2.) Asset Management – let the editor decide how he wants to organize. Instead of Avid’s tradition of clips going into bins, and bins going into folders, it’d be nice to be able to have clips just go into folders. Adobe Premiere and Final Cut let you do this. This kind of goes back to breaking out of the way Avid has been doing it for years, and where efficiency is now more important to the editor than past tradition.
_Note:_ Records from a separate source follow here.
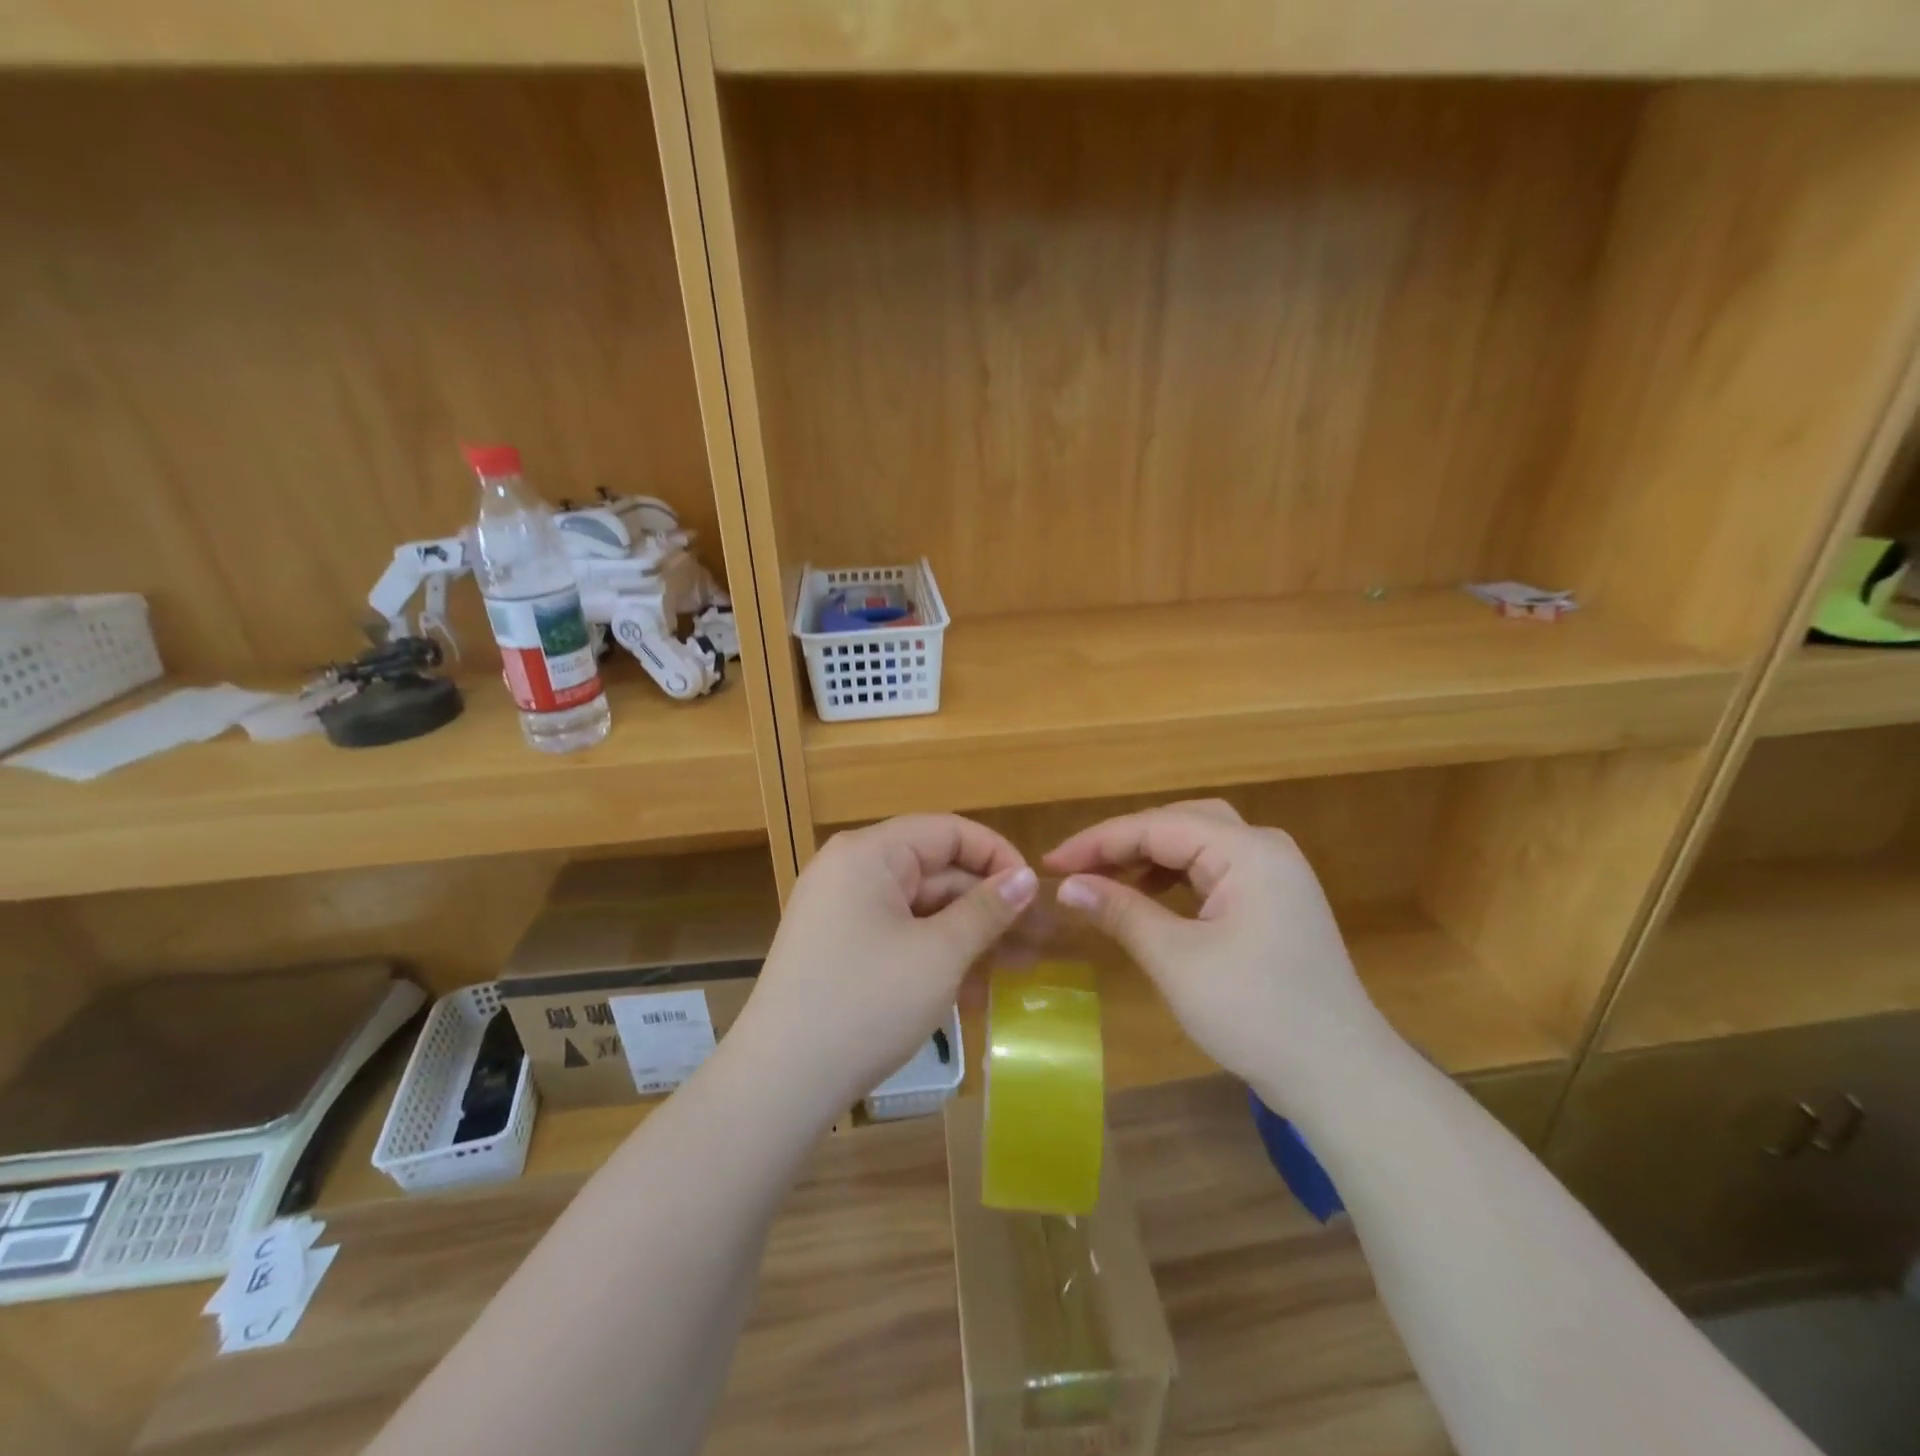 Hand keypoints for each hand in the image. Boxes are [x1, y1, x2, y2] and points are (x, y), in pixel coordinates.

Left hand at [734, 815, 1037, 1116]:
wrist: (779, 1083)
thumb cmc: (865, 1006)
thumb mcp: (938, 955)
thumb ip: (987, 910)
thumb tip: (1027, 877)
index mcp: (869, 854)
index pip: (948, 832)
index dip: (997, 857)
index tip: (1036, 896)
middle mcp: (851, 870)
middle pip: (936, 871)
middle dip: (988, 907)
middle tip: (1037, 943)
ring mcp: (841, 910)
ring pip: (921, 908)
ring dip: (967, 936)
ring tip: (1015, 972)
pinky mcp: (839, 947)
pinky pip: (898, 935)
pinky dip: (935, 955)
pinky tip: (972, 992)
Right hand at [1044, 800, 1394, 1106]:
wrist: (1341, 1077)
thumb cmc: (1256, 1014)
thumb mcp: (1177, 960)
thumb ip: (1121, 911)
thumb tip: (1067, 886)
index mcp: (1248, 851)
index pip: (1157, 826)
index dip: (1098, 842)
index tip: (1050, 863)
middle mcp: (1265, 850)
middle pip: (1181, 822)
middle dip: (1125, 841)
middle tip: (1077, 867)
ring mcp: (1276, 876)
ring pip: (1199, 844)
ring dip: (1149, 856)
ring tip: (1106, 879)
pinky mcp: (1275, 903)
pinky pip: (1215, 871)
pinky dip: (1176, 877)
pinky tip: (1150, 897) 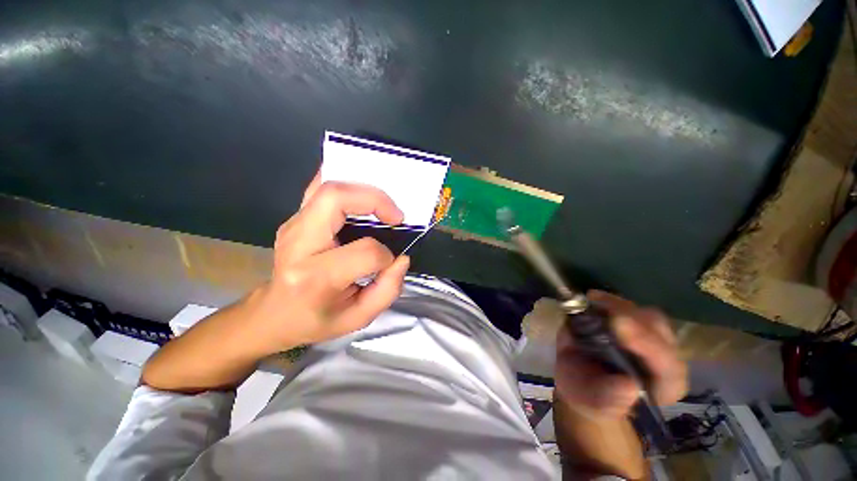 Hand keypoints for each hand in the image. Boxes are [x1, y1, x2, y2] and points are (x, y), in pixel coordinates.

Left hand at [248, 173, 410, 355]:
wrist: (273, 314)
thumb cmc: (316, 319)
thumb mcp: (357, 319)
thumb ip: (388, 290)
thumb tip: (401, 258)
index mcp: (314, 277)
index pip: (364, 252)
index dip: (385, 255)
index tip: (390, 262)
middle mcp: (299, 243)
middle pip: (336, 198)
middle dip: (375, 200)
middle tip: (395, 216)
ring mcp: (294, 225)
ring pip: (328, 187)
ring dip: (363, 190)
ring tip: (383, 207)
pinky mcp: (296, 218)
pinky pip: (320, 188)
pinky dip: (345, 184)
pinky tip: (361, 194)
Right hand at [555, 290, 686, 418]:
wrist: (580, 379)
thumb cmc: (588, 396)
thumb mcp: (592, 404)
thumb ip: (609, 400)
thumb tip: (628, 385)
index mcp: (663, 386)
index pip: (668, 366)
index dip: (647, 344)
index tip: (617, 324)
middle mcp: (664, 359)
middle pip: (660, 333)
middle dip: (631, 319)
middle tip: (599, 307)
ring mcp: (650, 337)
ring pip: (646, 315)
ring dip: (619, 306)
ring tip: (592, 302)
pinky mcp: (633, 322)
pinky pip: (628, 307)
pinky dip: (610, 300)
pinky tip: (592, 299) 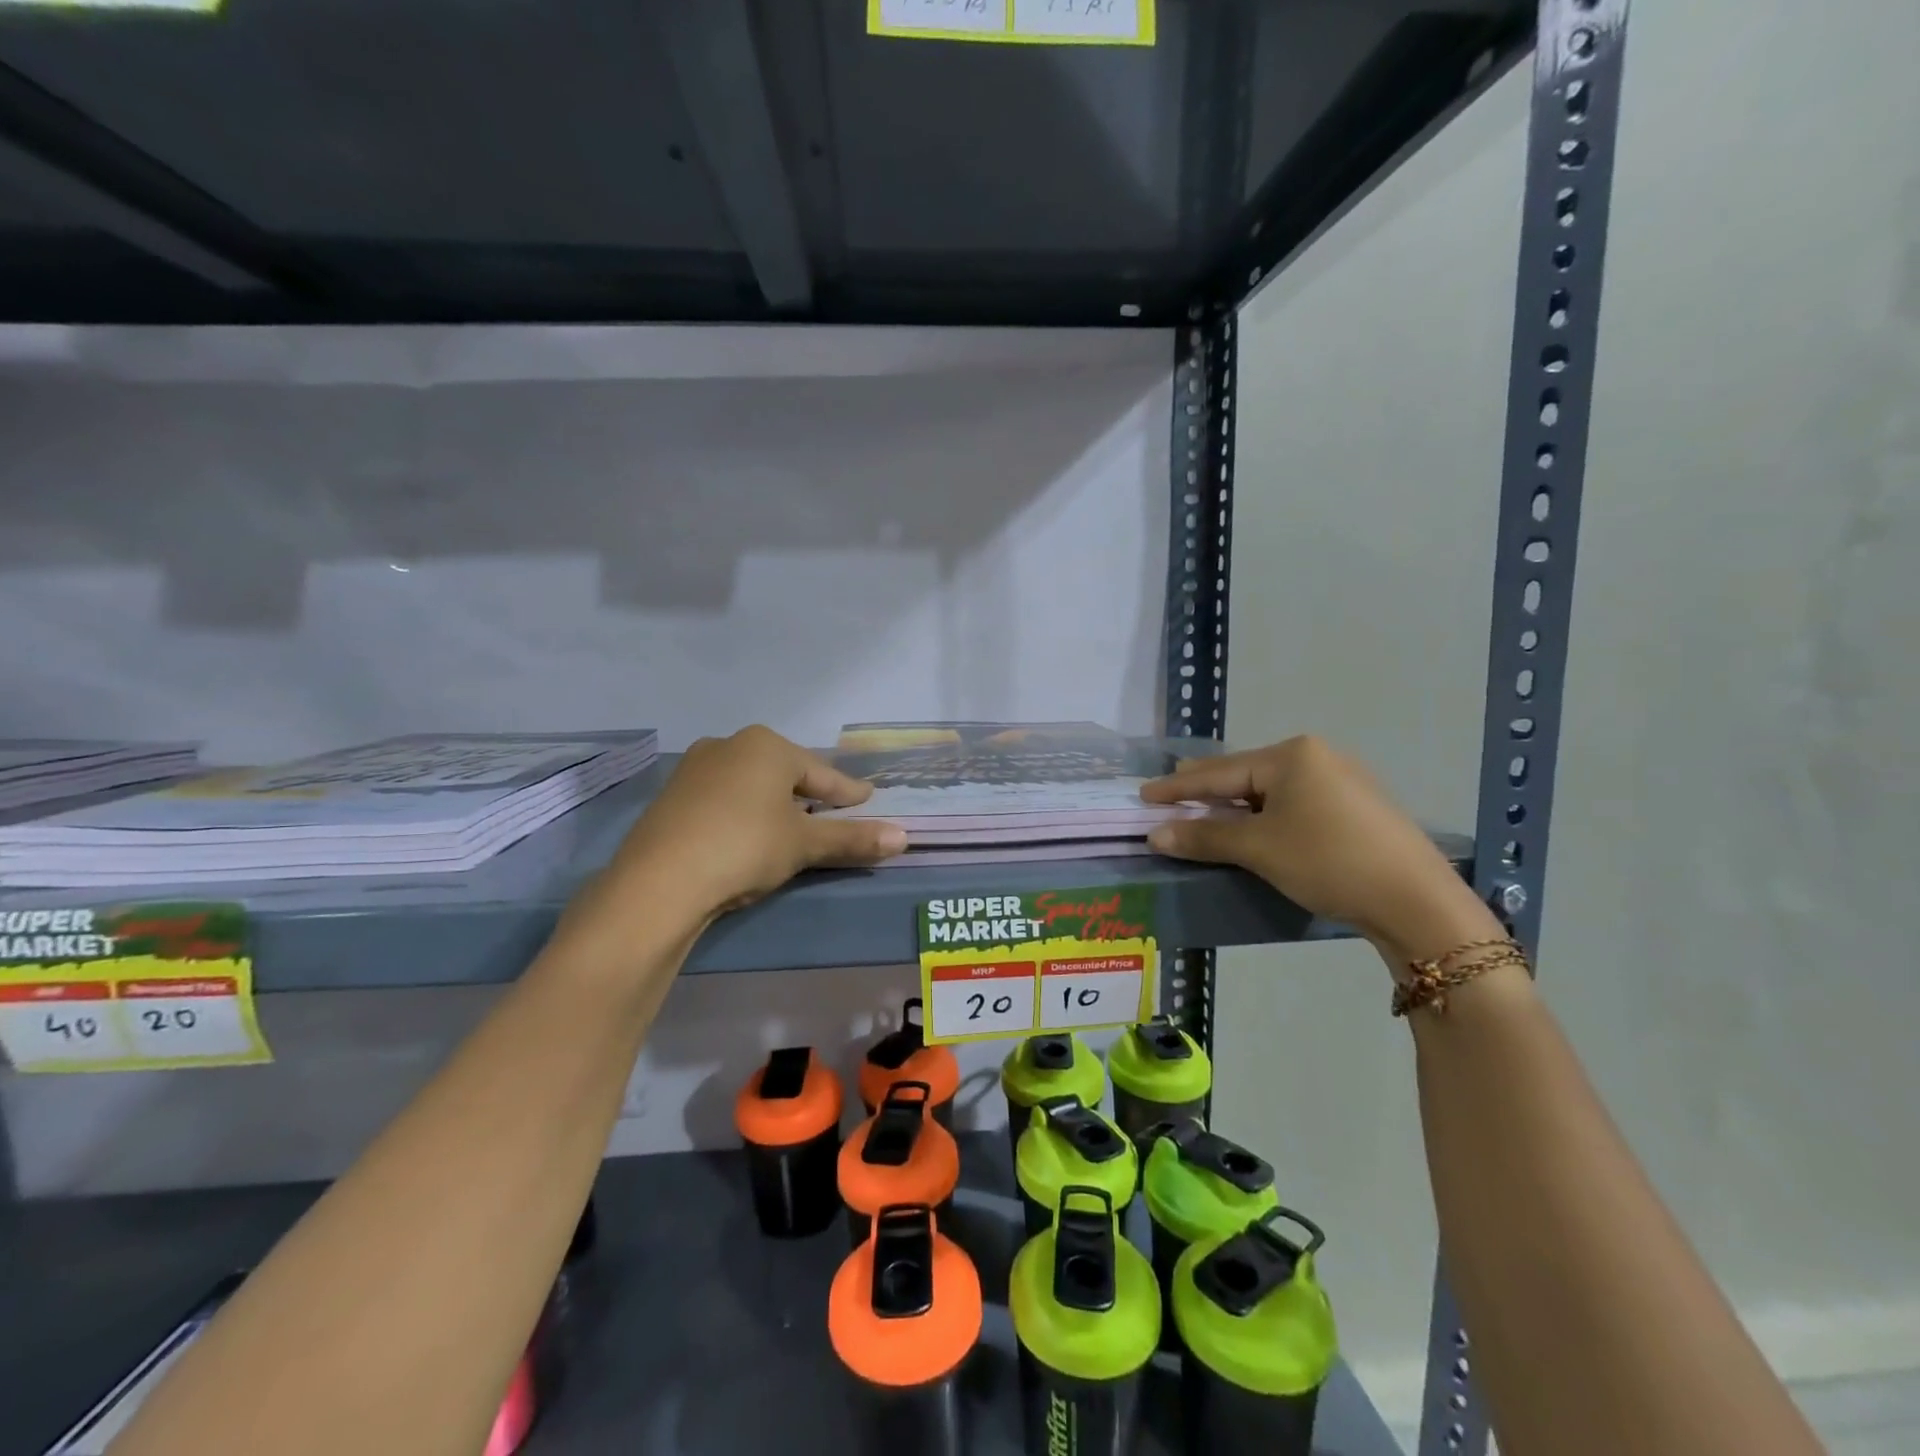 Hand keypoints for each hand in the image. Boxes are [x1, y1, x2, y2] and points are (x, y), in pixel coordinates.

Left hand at [594, 726, 905, 925]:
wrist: (658, 881)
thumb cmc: (745, 847)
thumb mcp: (804, 844)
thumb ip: (853, 838)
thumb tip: (904, 838)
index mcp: (767, 746)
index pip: (822, 774)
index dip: (848, 792)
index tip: (868, 801)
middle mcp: (729, 745)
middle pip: (785, 774)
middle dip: (810, 795)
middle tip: (831, 813)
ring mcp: (695, 768)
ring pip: (751, 785)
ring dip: (775, 804)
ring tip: (791, 827)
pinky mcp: (671, 796)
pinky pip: (723, 799)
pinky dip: (743, 813)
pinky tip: (746, 835)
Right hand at [1142, 736, 1499, 963]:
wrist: (1416, 900)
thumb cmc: (1328, 861)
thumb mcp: (1259, 849)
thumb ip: (1205, 836)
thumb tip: (1155, 834)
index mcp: (1292, 755)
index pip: (1219, 772)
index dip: (1178, 786)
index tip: (1144, 793)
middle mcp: (1317, 756)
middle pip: (1245, 774)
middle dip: (1206, 789)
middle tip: (1169, 794)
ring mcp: (1341, 780)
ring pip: (1270, 790)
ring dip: (1235, 805)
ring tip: (1206, 811)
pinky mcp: (1356, 807)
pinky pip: (1294, 802)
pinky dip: (1264, 814)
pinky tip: (1255, 825)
3.) Improvement of Efficiency Tools – There are tons of Hollywood style editors, who have their certain tools they love, and maybe they use all 5000 tools Avid Media Composer offers, but most of the editors out there are not Hollywood film editors who edit long format media. A huge market is the smaller format or shorter format editors, who need to be in and out in minutes, instead of taking a day to prep, we have an hour to prep. AMA answered some of those concerns, however, the efficiency and stability in AMA is still not 100% if you talk to one editor to another. With Adobe Premiere, you can import any codec, edit it, and export, you are in and out, no transcoding, no AMA re-linking issues, etc. Much of the improvements to Adobe Premiere has been because of implementing many of the tools from Final Cut Pro 7, that are ‘still’ missing from Avid. In answering the FCP user’s plea, the advent of “Smart Tools” helped, but only a little bit. And I’ve talked to many Hollywood editors, who are actually loving “Smart Tools”, after giving them a chance and trying them, and using them now, after they once labeled them the “Dumb Tools”. Final Cut 7 had so many amazing efficiency tools and features that need to be included or implementing in Avid Media Composer.
4.) Updated Titling Tool – I cannot believe that Avid has still not fixed, updated, or addressed this. It’s easier to buy a third party software and offer it as a breakout tool, but it’s a band-aid, it’s not a fix. Avid needs a better “industry standard” graphics tool. Final Cut 7 was not great, but it’s title tool was and is still superior to AMC 6.5.
5.) Staying Updated – One of the big pushes recently is audio key-framing, and how you can now copy and paste audio key-frames from one clip to another, saving you a ton of work, as mentioned in the latest article written in “America Cinema Editor” magazine, which speaks highly of Avid Media Composer 6.5’s latest updates, these updates are not updates to show staying up to date. These updates are tools and funciotns that Final Cut Pro 7 had 2-3 years ago. I’m trying to continue to edit and learn Avid, but everyday I run Avid, I think, “Geese, I sure miss this easier way this was done in Final Cut 7”. In Final Cut 7, you have no modes of editing, in Avid, you have 4-5 modes you have to go into, just to perform the types of edits you want. It’s like to do something in Adobe Premiere or Final Cut 7, that takes you one step, it takes you 2-4 steps in Avid. Efficiency is not saying it has to be easy, but it has to be simple, fast, and intuitive. Stripping down software to software, we are talking about basic software functions, not styles of editing, preferences, or tradition. There are huge innovational tools in Final Cut Pro X, that though is not a prosummer tool, there are new functions that they introduced that are killer efficiency tools! They also try to anticipate the editor’s editing choices on and off the time-line. One tool, is the “combined clips” or compound clips – a video editor came up with this, there’s no way on earth this came from a software engineer’s head, this was a video editor thinking about how to edit faster and not have to worry about audio and audio sync issues and just getting audio levels set, and then out of the way. And it’s a great efficiency tool.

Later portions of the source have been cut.